Qué puede haber más terrorífico que perder nuestra propia identidad. A las tradicionales preguntas de quiénes somos, de dónde venimos y a dónde vamos, les da una nueva textura y dimensión el relato de La Cosa (The Thing, Universal, 1982), traslación fecunda y holgada del original de John W. Campbell (1910-1971), ¿Quién anda ahí? (Who Goes There?, 1938; del que aún aguardamos una edición en condiciones), vuelto a adaptar por el malogrado guionista Bill Lancaster (1947-1997), tras la versión de Howard Hawks (1896-1977) y Christian Nyby (1913-1993), en 1951.
No son cuestiones insustanciales. El equívoco forma parte de la secuencia de apertura, donde nada es lo que parece. En plena Antártida, un animal trata de salvar su vida, literalmente, del asedio de un grupo de cazadores, que opera desde un helicóptero. Las presas a veces se convierten en perseguidores. El animal es un perro, a todos los efectos sensitivos, y llega hasta un instituto científico norteamericano (la Estación 4). Entre el nutrido grupo de investigadores está el piloto MacReady (Kurt Russell), que desde el principio muestra una mente alerta y aplicada, aunque no le haga ninguna gracia perder una partida de ajedrez ante una máquina (como prolegómeno de lo que le espera). Es una buena imagen de la soledad de su carácter (no tanto de su relación con los demás).
La vía de contagio por medio del mejor enemigo del hombre proviene del espacio, por lo que fructifica y toma su fuerza de lo desconocido e inesperado. Un misterio que habrá de empezar a resolverse en el cercano campamento noruego, de donde parece proyectarse la amenaza. Para allá parten MacReady y el doctor Copper (Richard Dysart), mientras, de forma análoga, el perro hace lo propio respecto al campamento norteamericano, inspeccionando el terreno y haciéndose una composición de lugar. Asimismo, el animal aparenta desenvolverse bien entre sus congéneres, como las posteriores transformaciones de la cosa harán con sus semejantes, en un delicado equilibrio de apariencia, en el que la única diferencia es que un perro muestra un instinto más desarrollado que un humano a la hora de detectar una anomalía.
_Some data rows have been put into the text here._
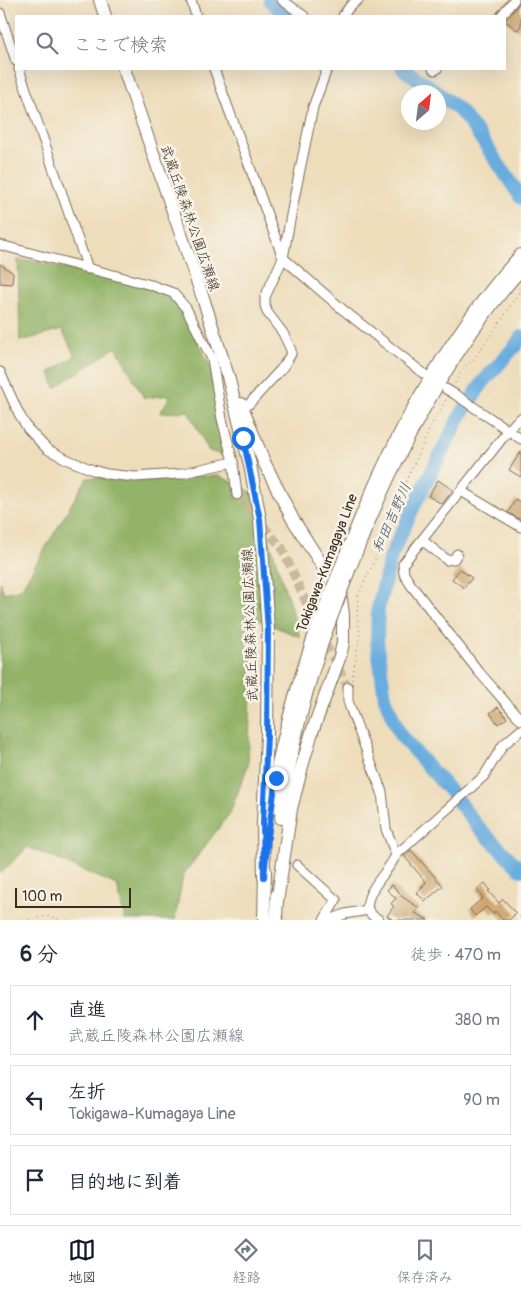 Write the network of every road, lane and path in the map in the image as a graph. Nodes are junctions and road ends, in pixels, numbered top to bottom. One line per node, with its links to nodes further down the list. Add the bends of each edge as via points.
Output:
1 (100, 0): 7 (main road)
2 (191, 0): 8 (street)
3 (282, 0): 9 (street)
4 (358, 0): 10 (street)
5 (514, 0): 11 (street)
6 (0, 13): 12 (street)
7 (105, 15)
8 (196, 15)
9 (303, 15)
10 (344, 15)
11 (502, 15)
12 (15, 57)
13 (19, 70): 20 (street)
14 (124, 70): 24 (main road, 武蔵丘陵森林公園広瀬線)
15 (214, 70): 19 (street)
16 (327, 70): 19 (street, via 313,107)
17 (0, 245): 20 (street)
18 (521, 255): 21 (main road, Tokigawa-Kumagaya Line)
19 (283, 258): 23 (street); 26 (street, via 265,297 265,305 283,333 291,354)
20 (88, 269): 29 (street, via 172,293 186,308 212,359)
21 (517, 273): 25 (path, via 519,291); 38 (main road, Tokigawa-Kumagaya Line, bridge, via 470,335 403,448 347,563 325,634)
22 (0, 372): 32 (street, via 28,429 47,449 93,470 135,477 179,474)
23 (424, 374)
24 (228, 376): 44 (main road, 武蔵丘陵森林公園広瀬線, via 253,482 263,551 268,630); 45 (main road, 武蔵丘陵森林公園広瀬線, via 264,462 292,518 340,599 344,615 340,656 310,741 291,809)
25 (451, 392): 30 (street); 39 (path, via 413,465 391,515 392,524 358,595 360,632)
26 (249, 404)
27 (230, 414): 29 (street)
28 (521, 418): 30 (street)
29 (222, 420): 32 (street)
30 (508, 431): 31 (street); 33 (street)
31 (521, 439)
32 (233, 462): 34 (street)
33 (461, 491): 35 (street); 36 (street)
34 (237, 495)
35 (521, 527)
36 (422, 540): 37 (street, via 447,560); 40 (street, via 403,564 404,574 462,651)
37 (457, 554)
38 (309, 665): 44 (main road, Tokigawa-Kumagaya Line, via 286,732 276,778); 45 (main road, Tokigawa-Kumagaya Line, via 286,784 278,851)
39 (348, 686): 42 (street, via 348,701 382,792 386,828)
40 (521, 720)
41 (521, 730): 42 (street, via 503,745 484,776)
42 (396, 856): 46 (street, via 368,899)
43 (297, 865): 52 (street, via 336,900)
44 (264, 877): 50 (main road, Tokigawa-Kumagaya Line)
45 (277, 902): 51 (main road, Tokigawa-Kumagaya Line)
46 (368, 910): 53 (street); 54 (street)
47 (521, 915): 55 (path)
48 (28, 920): 49 (path, via 47,916)
49 (63, 920)
50 (264, 920)
51 (276, 920)
52 (324, 920)
53 (330, 920)
54 (379, 920)
55 (515, 920) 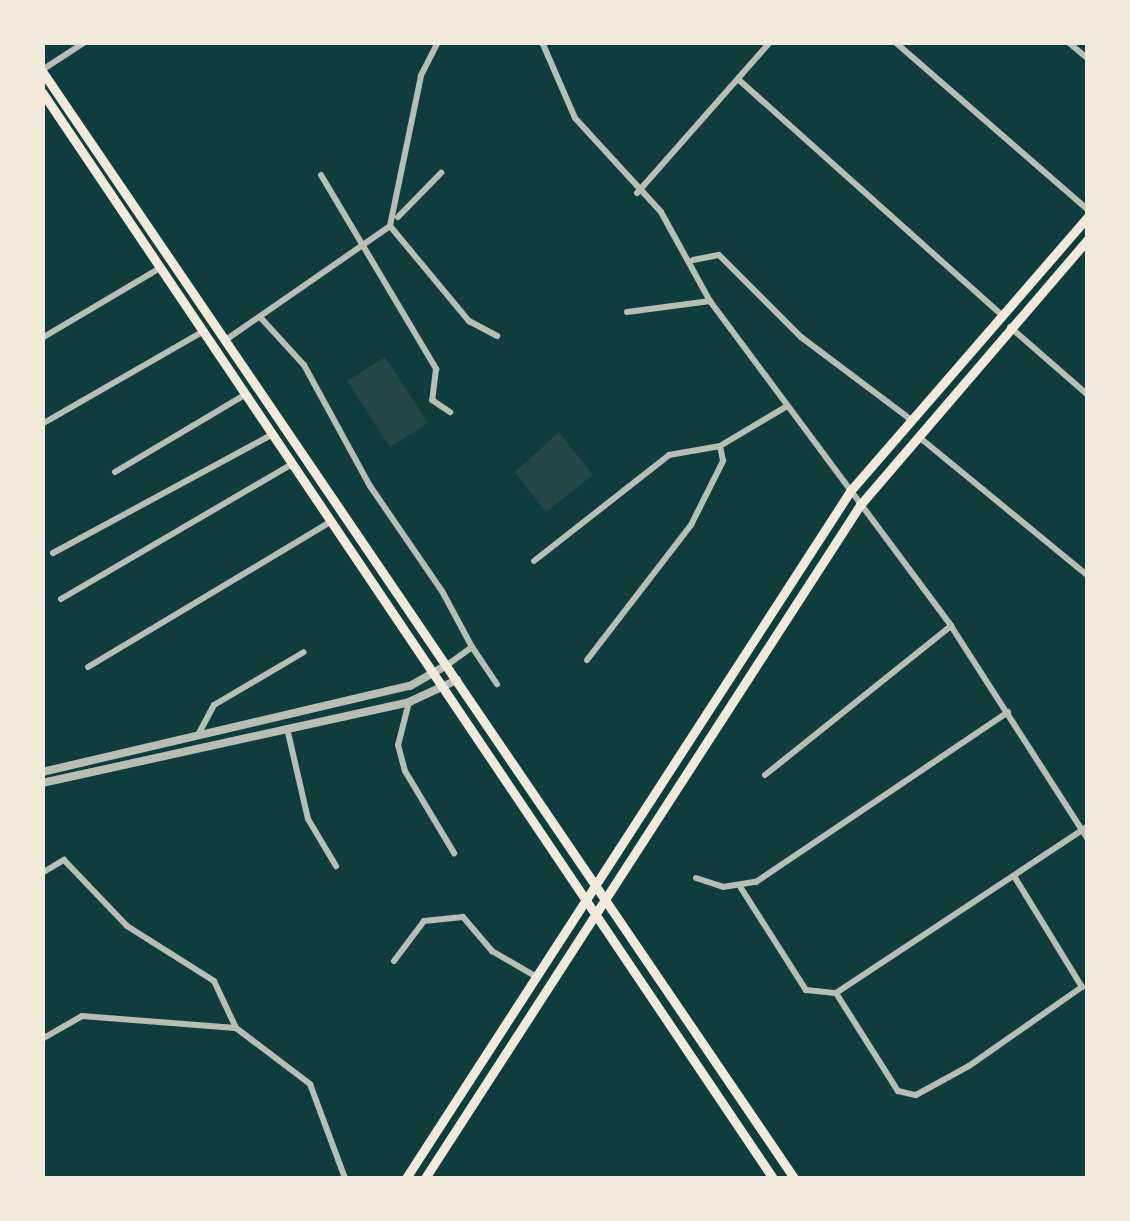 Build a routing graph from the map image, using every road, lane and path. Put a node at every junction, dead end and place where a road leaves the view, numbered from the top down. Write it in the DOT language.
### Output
graph roads {
  1 [pos="85,42"];
  2 [pos="438,42"];
  3 [pos="542,42"];
  4 [pos="770,42"];
  5 [pos="895,42"];
  6 [pos="1068,42"];
  7 [pos="1088,59"];
  8 [pos="42,70"];
  9 [pos="739,80"];
  10 [pos="42,92"];
  11 [pos="321,174"];
  12 [pos="441,174"];
  13 [pos="638,193"];
  14 [pos="1088,213"];
  15 [pos="390,226"];
  16 [pos="1088,239"];
  17 [pos="361,249"];
  18 [pos="693,260"];
  19 [pos="160,268"];
  20 [pos="710,301"];
  21 [pos="627,312"];
  22 [pos="1001,314"];
  23 [pos="260,317"];
  24 [pos="1010,328"];
  25 [pos="202,332"];
  26 [pos="498,336"];
  27 [pos="42,338"];
  28 [pos="227,339"];
  29 [pos="1088,395"];
  30 [pos="243,396"];
  31 [pos="787,406"];
  32 [pos="450,412"];
  33 [pos="909,418"];
  34 [pos="42,424"];
  35 [pos="917,435"];
  36 [pos="269,436"];
  37 [pos="720,446"];
  38 [pos="290,464"];
  39 [pos="115,472"];
  40 [pos="851,490"];
  41 [pos="860,504"];
  42 [pos="330,522"];
  43 [pos="53,554"];
  44 [pos="534,561"];
  45 [pos="1088,576"];
  46 [pos="61,599"];
  47 [pos="951,626"];
  48 [pos="472,648"];
  49 [pos="304,652"];
  50 [pos="586,660"];
  51 [pos="447,665"];
  52 [pos="88,667"];
  53 [pos="434,674"];
  54 [pos="457,680"];
  55 [pos="497,684"];
  56 [pos="443,686"];
  57 [pos="409,702"];
  58 [pos="1008,712"];
  59 [pos="288,728"];
  60 [pos="198,735"];
  61 [pos="42,772"];
  62 [pos="765,776"];
  63 [pos="42,782"];
  64 [pos="648,802"];
  65 [pos="657,814"];
  66 [pos="1085,828"];
  67 [pos="1088,839"];
  68 [pos="454,853"];
  69 [pos="336,866"];
  70 [pos="42,873"];
  71 [pos="1014,876"];
  72 [pos="696,878"];
  73 [pos="742,888"];
  74 [pos="592,891"];
  75 [pos="584,902"];
  76 [pos="601,905"];
  77 [pos="593,918"];
  78 [pos="394,961"];
  79 [pos="534,976"];
  80 [pos="836,993"];
  81 [pos="236,1028"];
  82 [pos="42,1039"];
  83 [pos="704,1048"];
  84 [pos="690,1056"];
  85 [pos="345,1178"];
  86 [pos="406,1178"];
  87 [pos="424,1178"];
  88 [pos="773,1178"];
  89 [pos="794,1178"];
  1 -- 8 [label="street"];
  2 -- 15 [label="street"];
  3 -- 13 [label="street"];
  4 -- 9 [label="street"];
  5 -- 14 [label="street"];
  6 -- 7 [label="street"];
  8 -- 28 [label="main road"];
  9 -- 13 [label="street"];
  9 -- 22 [label="street"];
  10 -- 19 [label="main road"];
  11 -- 17 [label="street"];
  12 -- 15 [label="street"];
  13 -- 18 [label="street"];
  14 -- 22 [label="main road"];
  15 -- 17 [label="street"];
  15 -- 26 [label="street"];
  16 -- 24 [label="main road"];
  17 -- 23 [label="street"];
  17 -- 32 [label="street"];
  18 -- 20 [label="street"];
  18 -- 33 [label="street"];
  19 -- 25 [label="main road"];
  19 -- 27 [label="street"];
  20 -- 21 [label="street"];
  20 -- 31 [label="street"];
  22 -- 33 [label="main road"];
  23 -- 28 [label="street"];
  23 -- 48 [label="street"];
  24 -- 29 [label="street"];
  24 -- 35 [label="main road"];
  25 -- 30 [label="main road"];
  25 -- 34 [label="street"];
  28 -- 51 [label="main road"];
  30 -- 36 [label="main road"];
  30 -- 39 [label="street"];
  31 -- 37 [label="street"];
  31 -- 40 [label="street"];
  33 -- 40 [label="main road"];
  35 -- 41 [label="main road"];
  35 -- 45 [label="street"];
  36 -- 38 [label="main road"];
  36 -- 43 [label="street"];
  37 -- 44 [label="street"];
  37 -- 50 [label="street"];
  38 -- 42 [label="main road"];
  38 -- 46 [label="street"];
  40 -- 41 [label="street"];
  40 -- 64 [label="main road"];
  41 -- 47 [label="street"];
  41 -- 65 [label="main road"];
  42 -- 52 [label="street"];
  42 -- 53 [label="main road"];
  47 -- 58 [label="street"];
  47 -- 62 [label="street"];
  48 -- 51 [label="street"];
  48 -- 55 [label="street"];
  49 -- 60 [label="street"];
  51 -- 53 [label="street"];
  51 -- 54 [label="main road"];
  53 -- 56 [label="main road"];
  53 -- 60 [label="street"];
  54 -- 56 [label="street"];
  54 -- 74 [label="main road"];
  56 -- 57 [label="street"];
  56 -- 75 [label="main road"];
  57 -- 59 [label="street"];
  57 -- 68 [label="street"];
  58 -- 66 [label="street"];
  58 -- 73 [label="street"];
  59 -- 63 [label="street"];
  59 -- 69 [label="street"];
  60 -- 61 [label="street"];
  64 -- 65 [label="main road"];
  64 -- 74 [label="main road"];
  65 -- 76 [label="main road"];
  66 -- 67 [label="street"];
  66 -- 71 [label="street"];
  70 -- 81 [label="street"];
  71 -- 80 [label="street"];
  71 -- 80 [label="street"];
  72 -- 73 [label="street"];
  73 -- 80 [label="street"];
  74 -- 75 [label="main road"];
  74 -- 76 [label="main road"];
  75 -- 77 [label="main road"];
  75 -- 79 [label="main road"];
  76 -- 77 [label="main road"];
  76 -- 83 [label="main road"];
  77 -- 84 [label="main road"];
  77 -- 87 [label="main road"];
  78 -- 79 [label="street"];
  79 -- 86 [label="main road"];
  81 -- 82 [label="street"];
  81 -- 85 [label="street"];
  83 -- 84 [label="main road"];
  83 -- 89 [label="main road"];
  84 -- 88 [label="main road"];
}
Buena parte del terror se deriva del hecho de que no puede existir tal equilibrio en esta balanza entre terrestres y extraterrestres; la invasión es completa. El ser humano puede seguir gozando de su antropocentrismo si le place, pero desde unos constituyentes físicos y psíquicos esencialmente distintos. Las posibilidades alegóricas del relato de Campbell y de la narración de John Carpenter (1948) son bastante amplias. Hoy día es difícil confiar en alguien, resume MacRaedy. Lo que se sintetiza en la prueba de la sangre, donde ninguno de los integrantes del equipo es capaz de distinguir a una perfecta falsificación a través de sus sentidos. Si las posibilidades son aterradoras, también lo son las manifestaciones, precisamente, por estar carentes de una apariencia concreta y definida. Estas formas informes actúan como metáfora del propio comportamiento humano, tan cambiante y sorpresivo, que se materializa en hechuras y perfiles muy diversos. Pese a lo cual, la historia, o las historias que forman parte de la misma, siempre parecen cíclicas (¡incluso aunque cada remake sea diferente!). Si los protagonistas y espectadores son invitados a plantearse hasta qué punto una asimilación puede ser un duplicado integral, surge entonces la cuestión de cómo diferenciarse. La simbiosis encuentra un caldo de cultivo en el aislamiento espacial y, siguiendo con nuestro anterior simbolismo, el círculo que crean los compañeros de Bennings (Peter Maloney), atacado ya por el ser proveniente del espacio, es muy parecido al perímetro humano que delimitó e hizo resurgir la nave de la que este procedía.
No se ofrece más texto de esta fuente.